> [WHAT IS BEING ASKED]:
Although pictures appear in the records, the copy must leave them out and match everything else exactly.

-*-

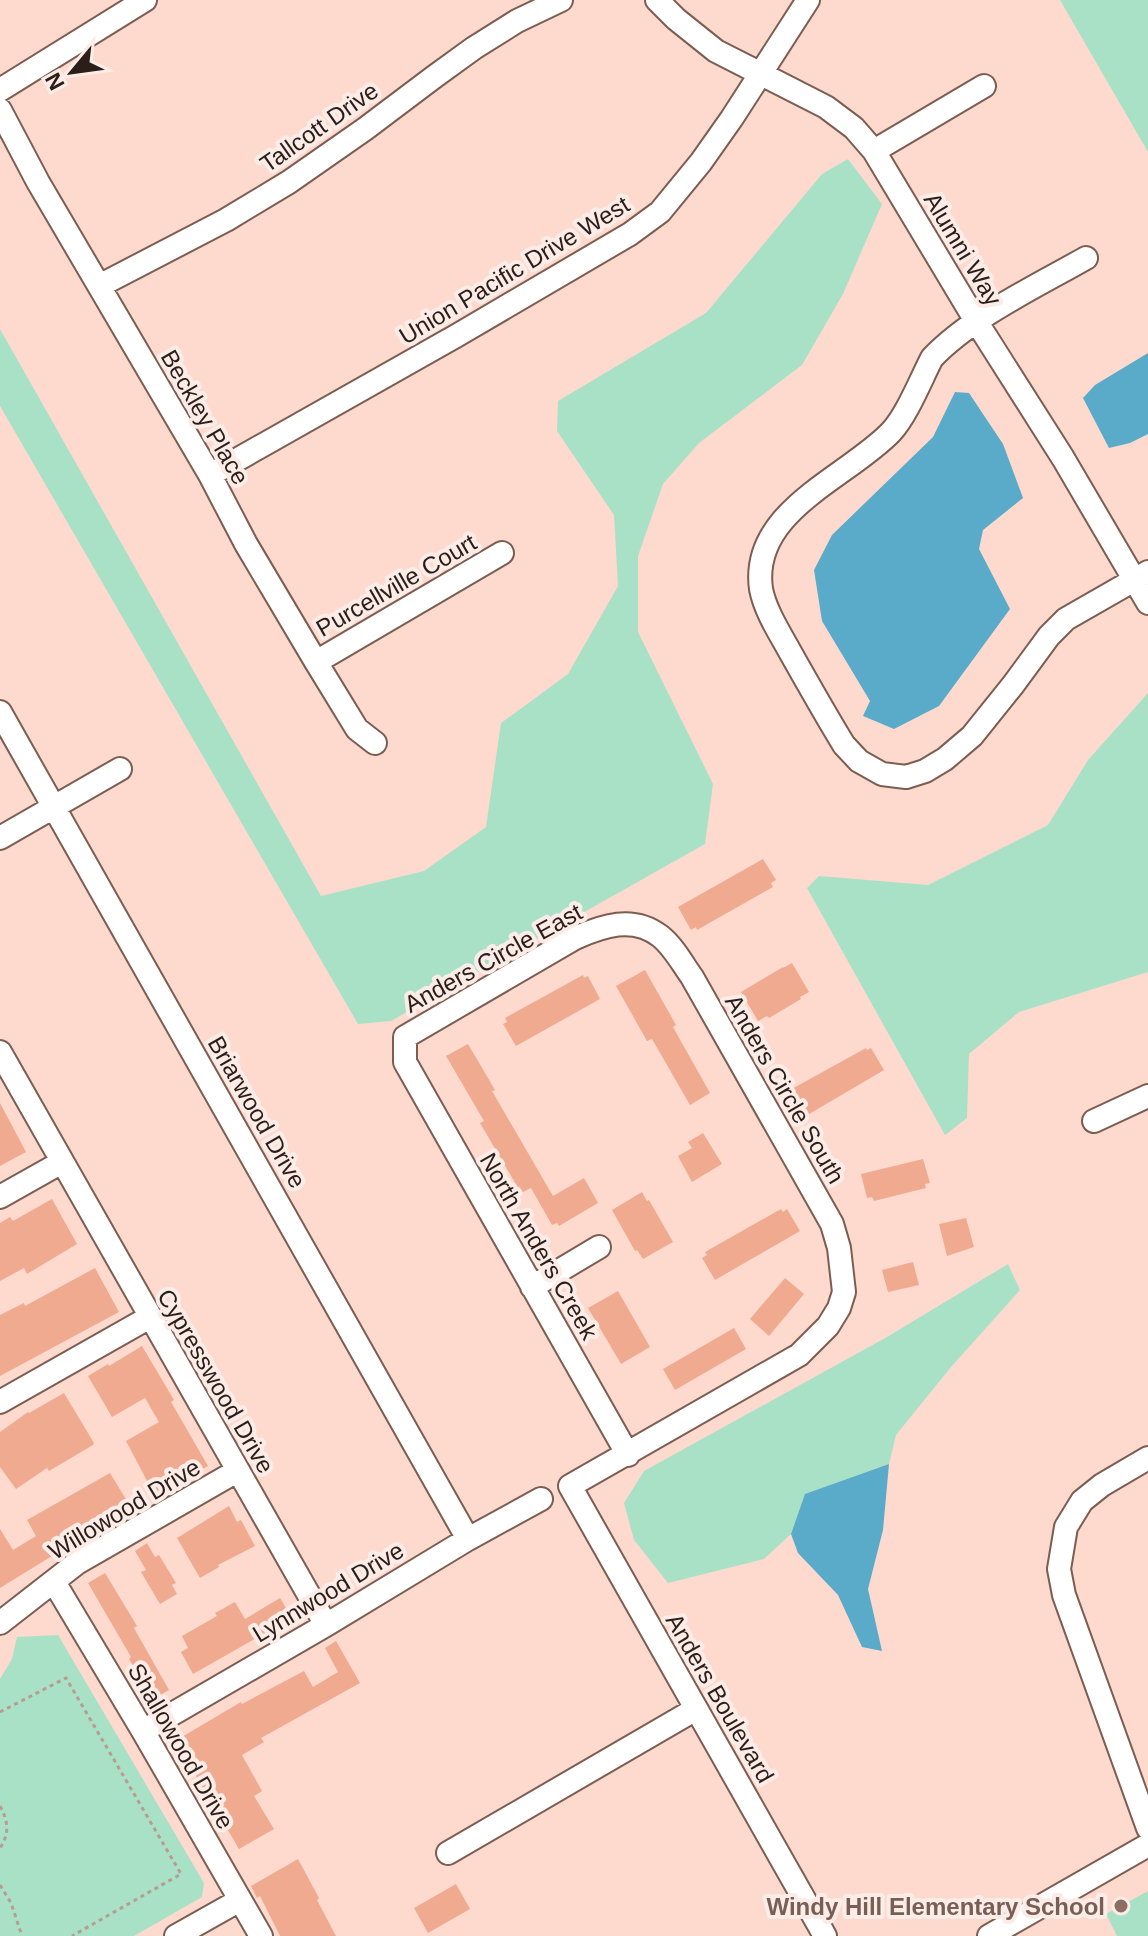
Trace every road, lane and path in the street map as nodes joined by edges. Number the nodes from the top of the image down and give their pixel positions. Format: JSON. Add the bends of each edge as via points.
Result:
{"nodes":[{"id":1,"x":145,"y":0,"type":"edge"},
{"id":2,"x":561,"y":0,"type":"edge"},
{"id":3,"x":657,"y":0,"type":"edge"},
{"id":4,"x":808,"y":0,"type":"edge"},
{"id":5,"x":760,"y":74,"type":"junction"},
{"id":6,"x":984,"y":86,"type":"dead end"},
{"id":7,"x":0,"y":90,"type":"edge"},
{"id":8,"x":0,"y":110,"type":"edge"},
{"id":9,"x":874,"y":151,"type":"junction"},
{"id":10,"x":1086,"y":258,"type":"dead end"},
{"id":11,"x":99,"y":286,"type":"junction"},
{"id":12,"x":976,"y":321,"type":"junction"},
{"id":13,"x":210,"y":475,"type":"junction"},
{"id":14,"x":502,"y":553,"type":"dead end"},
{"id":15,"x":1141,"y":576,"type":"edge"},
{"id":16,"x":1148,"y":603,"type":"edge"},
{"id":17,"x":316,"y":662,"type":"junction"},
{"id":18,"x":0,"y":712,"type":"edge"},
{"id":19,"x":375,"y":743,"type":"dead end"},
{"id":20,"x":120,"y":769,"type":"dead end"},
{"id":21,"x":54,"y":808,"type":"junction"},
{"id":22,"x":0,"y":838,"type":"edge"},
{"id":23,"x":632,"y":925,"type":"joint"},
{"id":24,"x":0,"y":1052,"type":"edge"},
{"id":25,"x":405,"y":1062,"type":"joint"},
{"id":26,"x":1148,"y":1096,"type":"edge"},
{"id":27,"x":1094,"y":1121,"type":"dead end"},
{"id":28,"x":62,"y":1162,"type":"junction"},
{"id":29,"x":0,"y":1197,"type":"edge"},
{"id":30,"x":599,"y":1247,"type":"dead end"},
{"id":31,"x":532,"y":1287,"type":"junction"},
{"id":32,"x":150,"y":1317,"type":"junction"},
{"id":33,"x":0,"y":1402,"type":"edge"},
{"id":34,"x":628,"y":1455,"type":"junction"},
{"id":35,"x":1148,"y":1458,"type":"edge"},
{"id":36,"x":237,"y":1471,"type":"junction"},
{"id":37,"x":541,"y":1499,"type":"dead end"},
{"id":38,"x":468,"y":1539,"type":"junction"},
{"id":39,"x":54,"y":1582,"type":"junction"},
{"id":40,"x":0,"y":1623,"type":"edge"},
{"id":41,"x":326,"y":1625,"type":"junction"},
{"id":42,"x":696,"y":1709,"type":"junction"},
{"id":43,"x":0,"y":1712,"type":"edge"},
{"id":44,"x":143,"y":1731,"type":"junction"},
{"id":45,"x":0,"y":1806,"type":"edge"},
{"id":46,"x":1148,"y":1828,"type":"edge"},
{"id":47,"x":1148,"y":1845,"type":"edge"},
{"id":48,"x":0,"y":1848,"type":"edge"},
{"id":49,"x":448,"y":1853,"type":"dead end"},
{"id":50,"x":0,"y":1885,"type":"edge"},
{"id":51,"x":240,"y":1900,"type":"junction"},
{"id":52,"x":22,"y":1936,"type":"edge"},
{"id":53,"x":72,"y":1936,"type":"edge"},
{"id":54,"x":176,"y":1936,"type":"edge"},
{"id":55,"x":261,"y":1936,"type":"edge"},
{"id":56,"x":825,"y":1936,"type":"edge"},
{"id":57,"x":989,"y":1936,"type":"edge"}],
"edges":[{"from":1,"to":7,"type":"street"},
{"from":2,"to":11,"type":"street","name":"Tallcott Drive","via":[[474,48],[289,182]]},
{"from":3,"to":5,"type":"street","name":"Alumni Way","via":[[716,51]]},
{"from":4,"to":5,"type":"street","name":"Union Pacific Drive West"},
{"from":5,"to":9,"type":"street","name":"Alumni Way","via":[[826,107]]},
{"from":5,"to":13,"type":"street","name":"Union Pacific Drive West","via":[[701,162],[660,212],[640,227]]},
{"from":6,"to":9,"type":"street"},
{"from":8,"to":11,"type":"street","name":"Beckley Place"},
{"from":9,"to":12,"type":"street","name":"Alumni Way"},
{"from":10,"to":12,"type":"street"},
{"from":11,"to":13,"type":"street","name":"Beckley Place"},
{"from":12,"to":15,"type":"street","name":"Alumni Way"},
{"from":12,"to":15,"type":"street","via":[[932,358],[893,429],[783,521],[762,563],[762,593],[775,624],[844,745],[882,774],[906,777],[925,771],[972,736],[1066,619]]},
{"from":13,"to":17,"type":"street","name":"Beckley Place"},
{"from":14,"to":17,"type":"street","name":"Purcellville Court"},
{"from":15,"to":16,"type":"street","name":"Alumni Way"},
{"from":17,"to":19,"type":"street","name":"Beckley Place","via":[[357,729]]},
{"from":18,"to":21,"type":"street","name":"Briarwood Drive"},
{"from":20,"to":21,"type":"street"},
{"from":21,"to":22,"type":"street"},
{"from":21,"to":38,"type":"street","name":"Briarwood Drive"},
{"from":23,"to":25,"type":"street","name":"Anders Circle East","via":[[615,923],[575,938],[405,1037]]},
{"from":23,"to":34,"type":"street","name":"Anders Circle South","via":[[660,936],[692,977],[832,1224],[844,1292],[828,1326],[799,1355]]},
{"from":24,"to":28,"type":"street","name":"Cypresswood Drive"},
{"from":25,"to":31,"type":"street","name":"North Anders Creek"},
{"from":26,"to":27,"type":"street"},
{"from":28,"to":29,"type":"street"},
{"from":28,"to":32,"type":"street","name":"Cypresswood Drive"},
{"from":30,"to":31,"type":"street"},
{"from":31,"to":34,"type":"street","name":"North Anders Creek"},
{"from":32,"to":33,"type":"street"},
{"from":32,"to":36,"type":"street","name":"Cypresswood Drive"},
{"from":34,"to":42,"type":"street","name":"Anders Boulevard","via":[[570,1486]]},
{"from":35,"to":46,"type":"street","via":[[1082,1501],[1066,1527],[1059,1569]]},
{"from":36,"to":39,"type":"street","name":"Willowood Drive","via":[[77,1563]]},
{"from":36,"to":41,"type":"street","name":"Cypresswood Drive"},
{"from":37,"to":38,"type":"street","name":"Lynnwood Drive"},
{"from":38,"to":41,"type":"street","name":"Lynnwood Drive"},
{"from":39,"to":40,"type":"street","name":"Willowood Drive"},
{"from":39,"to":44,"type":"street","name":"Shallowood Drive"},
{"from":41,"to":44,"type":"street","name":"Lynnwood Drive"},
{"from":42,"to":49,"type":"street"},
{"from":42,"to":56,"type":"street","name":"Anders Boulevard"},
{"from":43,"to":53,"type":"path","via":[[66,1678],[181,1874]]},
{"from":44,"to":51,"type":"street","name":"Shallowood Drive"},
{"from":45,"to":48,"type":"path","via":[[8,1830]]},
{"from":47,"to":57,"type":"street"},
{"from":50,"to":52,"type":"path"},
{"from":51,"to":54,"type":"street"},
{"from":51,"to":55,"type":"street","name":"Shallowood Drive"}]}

-*-

> [ANSWER FOR THIS EXERCISE]:
Trace every road, lane and path in the street map as nodes joined by edges. Number the nodes from the top of the image down and give their pixel positions. Format: JSON. Add the bends of each edge as via points.
Result:
{"nodes":[{"id":1,"x":145,"y":0,"type":"edge"},
{"id":2,"x":561,"y":0,"type":"edge"},
{"id":3,"x":657,"y":0,"type":"edge"},
{"id":4,"x":808,"y":0,"type":"edge"},
{"id":5,"x":760,"y":74,"type":"junction"},
{"id":6,"x":984,"y":86,"type":"dead end"},
{"id":7,"x":0,"y":90,"type":"edge"},
{"id":8,"x":0,"y":110,"type":"edge"},
{"id":9,"x":874,"y":151,"type":"junction"},
{"id":10,"x":1086,"y":258,"type":"dead end"},
{"id":11,"x":99,"y":286,"type":"junction"},
{"id":12,"x":976,"y":321,"type":"junction"},
{"id":13,"x":210,"y":475,"type":"junction"},
{"id":14,"x":502,"y":553,"type":"dead end"},
{"id":15,"x":1141,"y":576,"type":"edge"},
{"id":16,"x":1148,"y":603,"type":"edge"},
{"id":17,"x":316,"y":662,"type":"junction"},
{"id":18,"x":0,"y":712,"type":"edge"},
{"id":19,"x":375,"y":743,"type":"dead end"},
{"id":20,"x":120,"y":769,"type":"dead end"},
{"id":21,"x":54,"y":808,"type":"junction"},
{"id":22,"x":0,"y":838,"type":"edge"},
{"id":23,"x":632,"y":925,"type":"joint"},
{"id":24,"x":0,"y":1052,"type":"edge"},
{"id":25,"x":405,"y":1062,"type":"joint"},
{"id":26,"x":1148,"y":1096,"type":"edge"},
{"id":27,"x":1094,"y":1121,"type":"dead end"},
{"id":28,"x":62,"y":1162,"type":"junction"},
{"id":29,"x":0,"y":1197,"type":"edge"},
{"id":30,"x":599,"y":1247,"type":"dead end"},
{"id":31,"x":532,"y":1287,"type":"junction"},
{"id":32,"x":150,"y":1317,"type":"junction"},
{"id":33,"x":0,"y":1402,"type":"edge"},
{"id":34,"x":628,"y":1455,"type":"junction"},
{"id":35,"x":1148,"y":1458,"type":"edge"},
{"id":36,"x":237,"y":1471,"type":"junction"},
{"id":37,"x":541,"y":1499,"type":"dead end"},
{"id":38,"x":468,"y":1539,"type":"junction"},
{"id":39,"x":54,"y":1582,"type":"junction"},
{"id":40,"x":0,"y":1623,"type":"edge"},
{"id":41,"x":326,"y":1625,"type":"junction"},
{"id":42,"x":696,"y":1709,"type":"junction"},
{"id":43,"x":0,"y":1712,"type":"edge"},
{"id":44,"x":143,"y":1731,"type":"junction"},
{"id":45,"x":0,"y":1806,"type":"edge"},
{"id":46,"x":1148,"y":1828,"type":"edge"},
{"id":47,"x":1148,"y":1845,"type":"edge"},
{"id":48,"x":0,"y":1848,"type":"edge"},
{"id":49,"x":448,"y":1853,"type":"dead end"},
{"id":50,"x":0,"y":1885,"type":"edge"},
{"id":51,"x":240,"y":1900,"type":"junction"},
{"id":52,"x":22,"y":1936,"type":"edge"},
{"id":53,"x":72,"y":1936,"type":"edge"},
{"id":54,"x":176,"y":1936,"type":"edge"},
{"id":55,"x":261,"y":1936,"type":"edge"},
{"id":56,"x":825,"y":1936,"type":"edge"},
{"id":57,"x":989,"y":1936,"type":"edge"}],
"edges":[{"from":1,"to":7,"type":"street"},
{"from":2,"to":11,"type":"street","name":"Tallcott Drive","via":[[474,48],[289,182]]},
{"from":3,"to":5,"type":"street","name":"Alumni Way","via":[[716,51]]},
{"from":4,"to":5,"type":"street","name":"Union Pacific Drive West"},
{"from":5,"to":9,"type":"street","name":"Alumni Way","via":[[826,107]]},
{"from":5,"to":13,"type":"street","name":"Union Pacific Drive West","via":[[701,162],[660,212],[640,227]]},
{"from":6,"to":9,"type":"street"},
{"from":8,"to":11,"type":"street","name":"Beckley Place"},
{"from":9,"to":12,"type":"street","name":"Alumni Way"},
{"from":10,"to":12,"type":"street"},
{"from":11,"to":13,"type":"street","name":"Beckley Place"},
{"from":12,"to":15,"type":"street","name":"Alumni Way"},
{"from":12,"to":15,"type":"street","via":[[932,358],[893,429],[783,521],[762,563],[762,593],[775,624],[844,745],[882,774],[906,777],[925,771],[972,736],[1066,619]]},
{"from":13,"to":17,"type":"street","name":"Beckley Place"},
{"from":14,"to":17,"type":"street","name":"Purcellville Court"},
{"from":15,"to":16,"type":"street","name":"Alumni Way"},
{"from":17,"to":19,"type":"street","name":"Beckley Place","via":[[357,729]]},
{"from":18,"to":21,"type":"street","name":"Briarwood Drive"},
{"from":20,"to":21,"type":"street"},
{"from":21,"to":22,"type":"street"},
{"from":21,"to":38,"type":"street","name":"Briarwood Drive"},
{"from":23,"to":25,"type":"street","name":"Anders Circle East","via":[[615,923],[575,938],[405,1037]]},
{"from":23,"to":34,"type":"street","name":"Anders Circle South","via":[[660,936],[692,977],[832,1224],[844,1292],[828,1326],[799,1355]]},
{"from":24,"to":28,"type":"street","name":"Cypresswood Drive"},
{"from":25,"to":31,"type":"street","name":"North Anders Creek"},
{"from":26,"to":27,"type":"street"},
{"from":28,"to":29,"type":"street"},
{"from":28,"to":32,"type":"street","name":"Cypresswood Drive"},
{"from":30,"to":31,"type":"street"},
{"from":31,"to":34,"type":"street","name":"North Anders Creek"},
{"from":32,"to":33,"type":"street"},
{"from":32,"to":36,"type":"street","name":"Cypresswood Drive"},
{"from":34,"to":42,"type":"street","name":"Anders Boulevard","via":[[570,1486]]},
{"from":35,"to":46,"type":"street","via":[[1082,1501],[1066,1527],[1059,1569]]},
{"from":36,"to":39,"type":"street","name":"Willowood Drive","via":[[77,1563]]},
{"from":36,"to":41,"type":"street","name":"Cypresswood Drive"},
{"from":37,"to":38,"type":"street","name":"Lynnwood Drive"},
{"from":38,"to":41,"type":"street","name":"Lynnwood Drive"},
{"from":39,"to":40,"type":"street","name":"Willowood Drive"},
{"from":39,"to":44,"type":"street","name":"Shallowood Drive"},
{"from":41,"to":44,"type":"street","name":"Lynnwood Drive"},
{"from":42,"to":49,"type":"street"},
{"from":42,"to":56,"type":"street","name":"Anders Boulevard"},
{"from":43,"to":53,"type":"path","via":[[66,1678],[181,1874]]},
{"from":44,"to":51,"type":"street","name":"Shallowood Drive"},
{"from":45,"to":48,"type":"path","via":[[8,1830]]},
{"from":47,"to":57,"type":"street"},
{"from":50,"to":52,"type":"path"},
{"from":51,"to":54,"type":"street"},
{"from":51,"to":55,"type":"street","name":"Shallowood Drive"}]}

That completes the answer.